### Your assignment
The required answer is every line of the data containing the word "Adam".

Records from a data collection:

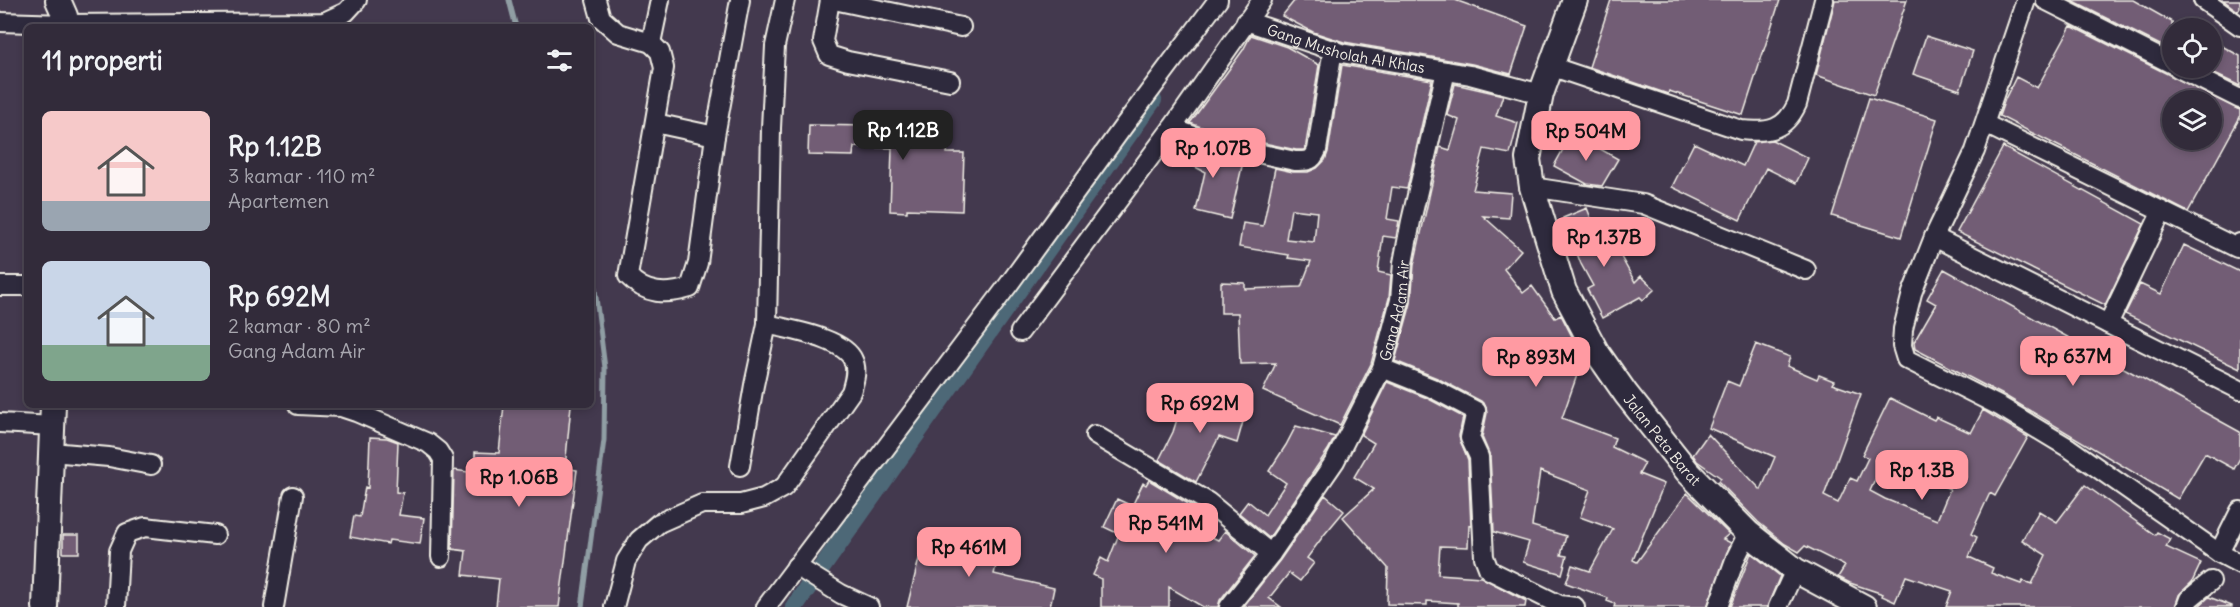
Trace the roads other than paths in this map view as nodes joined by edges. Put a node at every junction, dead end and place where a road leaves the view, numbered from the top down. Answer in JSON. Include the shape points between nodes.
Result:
{"nodes":[{"id":1,"x":357,"y":0,"type":"edge"},
{"id":2,"x":596,"y":0,"type":"edge"},
{"id":3,"x":660,"y":0,"type":"edge"},
{"id":4,"x":740,"y":0,"type":"edge"},
{"id":5,"x":785,"y":0,"type":"edge"},
{"id":6,"x":832,"y":0,"type":"edge"},
{"id":7,"x":1218,"y":0,"type":"edge"},
{"id":8,"x":1262,"y":0,"type":"edge"},
{"id":9,"x":1575,"y":0,"type":"edge"},
{"id":10,"x":1824,"y":0,"type":"edge"},
{"id":11,"x":2026,"y":0,"type":"edge"},
{"id":12,"x":2045,"y":0,"type":"edge"},
{"id":13,"x":2204,"y":0,"type":"edge"},
{"id":14,"x":65,"y":13,"type":"edge"},
{"id":15,"x":1246,"y":21,"type":"junction"},
{"id":16,"x":0,"y":22,"type":"edge"},
{"id":17,"x":2240,"y":26,"type":"edge"},
{"id":18,"x":961,"y":27,"type":"dead end"},
{"id":19,"x":651,"y":43,"type":"junction"},
{"id":20,"x":1333,"y":49,"type":"junction"},
{"id":21,"x":2162,"y":59,"type":"edge"},
{"id":22,"x":1550,"y":66,"type":"junction"},
{"id":23,"x":1446,"y":71,"type":"junction"},
{"id":24,"x":2198,"y":78,"type":"edge"},
{"id":25,"x":950,"y":81,"type":"dead end"},
{"id":26,"x":1540,"y":94,"type":"junction"},
{"id":27,"x":2240,"y":99,"type":"edge"},
{"id":28,"x":655,"y":123,"type":"junction"},
{"id":29,"x":1985,"y":124,"type":"junction"},
{"id":30,"x":1172,"y":128,"type":"junction"},
{"id":31,"x":715,"y":136,"type":"junction"},
{"id":32,"x":1532,"y":187,"type":"junction"},
{"id":33,"x":2162,"y":211,"type":"junction"},
{"id":34,"x":1934,"y":237,"type":"junction"},
{"id":35,"x":2239,"y":247,"type":"edge"},
{"id":36,"x":1806,"y":270,"type":"dead end"},
{"id":37,"x":0,"y":286,"type":"edge"},
{"id":38,"x":24,"y":286,"type":"edge"},
{"id":39,"x":767,"y":324,"type":"junction"},
{"id":40,"x":2108,"y":324,"type":"junction"},
{"id":41,"x":1020,"y":332,"type":"dead end"},
{"id":42,"x":1383,"y":369,"type":"junction"},
{"id":43,"x":2240,"y":390,"type":"edge"},
{"id":44,"x":344,"y":408,"type":"edge"},
{"id":45,"x":53,"y":415,"type":"edge"},
{"id":46,"x":0,"y":423,"type":"edge"},
{"id":47,"x":1095,"y":435,"type":"dead end"},
{"id":48,"x":51,"y":452,"type":"junction"},
{"id":49,"x":151,"y":465,"type":"dead end"},
{"id":50,"x":740,"y":466,"type":"dead end"},
{"id":51,"x":293,"y":496,"type":"dead end"},
{"id":52,"x":2240,"y":511,"type":"edge"},
{"id":53,"x":1748,"y":533,"type":"junction"},
{"id":54,"x":215,"y":535,"type":"dead end"},
{"id":55,"x":2219,"y":553,"type":"junction"},
{"id":56,"x":1271,"y":554,"type":"junction"},
{"id":57,"x":441,"y":557,"type":"dead end"},
{"id":58,"x":2240,"y":564,"type":"edge"},
{"id":59,"x":802,"y":570,"type":"junction"},
{"id":60,"x":1795,"y":570,"type":"junction"},
{"id":61,"x":2211,"y":581,"type":"dead end"},
{"id":62,"x":1564,"y":606,"type":"edge"},
{"id":63,"x":45,"y":607,"type":"edge"},
{"id":64,"x":116,"y":607,"type":"edge"},
{"id":65,"x":274,"y":607,"type":"edge"},
{"id":66,"x":614,"y":607,"type":"edge"},
{"id":67,"x":766,"y":607,"type":"edge"},
{"id":68,"x":869,"y":607,"type":"edge"},
{"id":69,"x":1229,"y":607,"type":"edge"},
{"id":70,"x":1718,"y":607,"type":"edge"},
{"id":71,"x":1778,"y":607,"type":"edge"},
{"id":72,"x":1864,"y":607,"type":"edge"},
{"id":73,"x":2186,"y":607,"type":"edge"}],
"edges":[{"from":1,"to":14,"type":"street","via":[[346,12],[324,22]]},
{"from":2,"to":19,"type":"street","via":[[602,18],[618,33]]},
{"from":3,"to":19,"type":"street"},
{"from":4,"to":31,"type":"street"},
{"from":5,"to":39,"type":"street","via":[[775,46]]},
{"from":6,"to":18,"type":"street"},
{"from":6,"to":25,"type":"street","via":[[823,41],[829,55]]},
{"from":7,"to":59,"type":"street"},
{"from":8,"to":15,"type":"street"},
{"from":9,"to":22,"type":"main road","name":"Jalan Peta Barat"},
{"from":10,"to":22,"type":"street","via":[[1797,104],[1791,117],[1778,128],[1741,130]]},
{"from":11,"to":29,"type":"street"},
{"from":12,"to":21,"type":"street"},
{"from":13,"to":17,"type":"street"},
{"from":14,"to":16,"type":"street"},
{"from":15,"to":20,"type":"street","name":"Gang Musholah Al Khlas"},
{"from":15,"to":30,"type":"street"},
{"from":19,"to":28,"type":"street","via":[[660,52],[664,68]]},
{"from":20,"to":23,"type":"street","name":"Gang Musholah Al Khlas"},
{"from":20,"to":30,"type":"street","via":[[1317,150],[1309,161],[1215,144]]},
{"from":22,"to":26,"type":"main road","name":"Jalan Peta Barat"},
{"from":23,"to":26,"type":"street"},
{"from":23,"to":42,"type":"street","name":"Gang Adam Air","via":[[1411,221],[1400,300]]},
{"from":24,"to":27,"type":"street"},
{"from":26,"to":32,"type":"main road","name":"Jalan Peta Barat","via":[[1528,159]]},
{"from":28,"to":31,"type":"street"},
{"from":28,"to":31,"type":"street","via":[[628,276],[638,286],[669,294],[690,288],[698,263]]},
{"from":29,"to":33,"type":"street"},
{"from":29,"to":34,"type":"street","via":[[1976,152]]},
{"from":30,"to":41,"type":"street"},
{"from":32,"to":36,"type":"street","via":[[1643,204]]},
{"from":32,"to":53,"type":"main road","name":"Jalan Peta Barat","via":[[1564,291],[1596,351],[1688,472]]},
{"from":33,"to":35,"type":"street"},
{"from":33,"to":40,"type":"street"},
{"from":34,"to":40,"type":"street"},
{"from":34,"to":55,"type":"street","via":[[1902,329],[1906,359],[2001,407],[2069,448]]},
{"from":37,"to":38,"type":"street"},
{"from":39,"to":50,"type":"street"},
{"from":39,"to":66,"type":"street","via":[[838,343],[853,359],[855,376],[851,392],[784,487],[741,504],[702,504],[659,523],[639,540],[626,561]]},
{"from":40,"to":43,"type":"street"},
{"from":42,"to":56,"type":"street","name":"Gang Adam Air","via":[[1335,461]]},
{"from":42,"to":62,"type":"street","via":[[1476,411],[1470,438],[1479,457],[1484,557],[1489,570]]},
{"from":44,"to":57,"type":"street","via":[[428,443],[438,451],[443,459]]},
{"from":45,"to":46,"type":"street"},
{"from":45,"to":48,"type":"main road"},
{"from":47,"to":56,"type":"street","via":[[1208,502]]},
{"from":48,"to":49,"type":"street"},
{"from":48,"to":63,"type":"main road"},
{"from":51,"to":65,"type":"street"},
{"from":52,"to":55,"type":"street"},
{"from":53,"to":60,"type":"main road","name":"Jalan Peta Barat"},
{"from":53,"to":70,"type":"street"},
{"from":54,"to":64,"type":"street","via":[[144,527],[127,533],[119,551]]},
{"from":55,"to":58,"type":"street"},
{"from":56,"to":69,"type":"street","name":"Gang Adam Air"},
{"from":59,"to":67,"type":"street"},
{"from":59,"to":68,"type":"street"},
{"from":60,"to":71,"type":"street"},
{"from":60,"to":72,"type":"main road","name":"Jalan Peta Barat"},
{"from":61,"to":73,"type":"street","via":[[2189,599]]}]}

### Result of this exercise
{"from":23,"to":42,"type":"street","name":"Gang Adam Air","via":[[1411,221],[1400,300]]},
{"from":42,"to":56,"type":"street","name":"Gang Adam Air","via":[[1335,461]]},
{"from":56,"to":69,"type":"street","name":"Gang Adam Air"},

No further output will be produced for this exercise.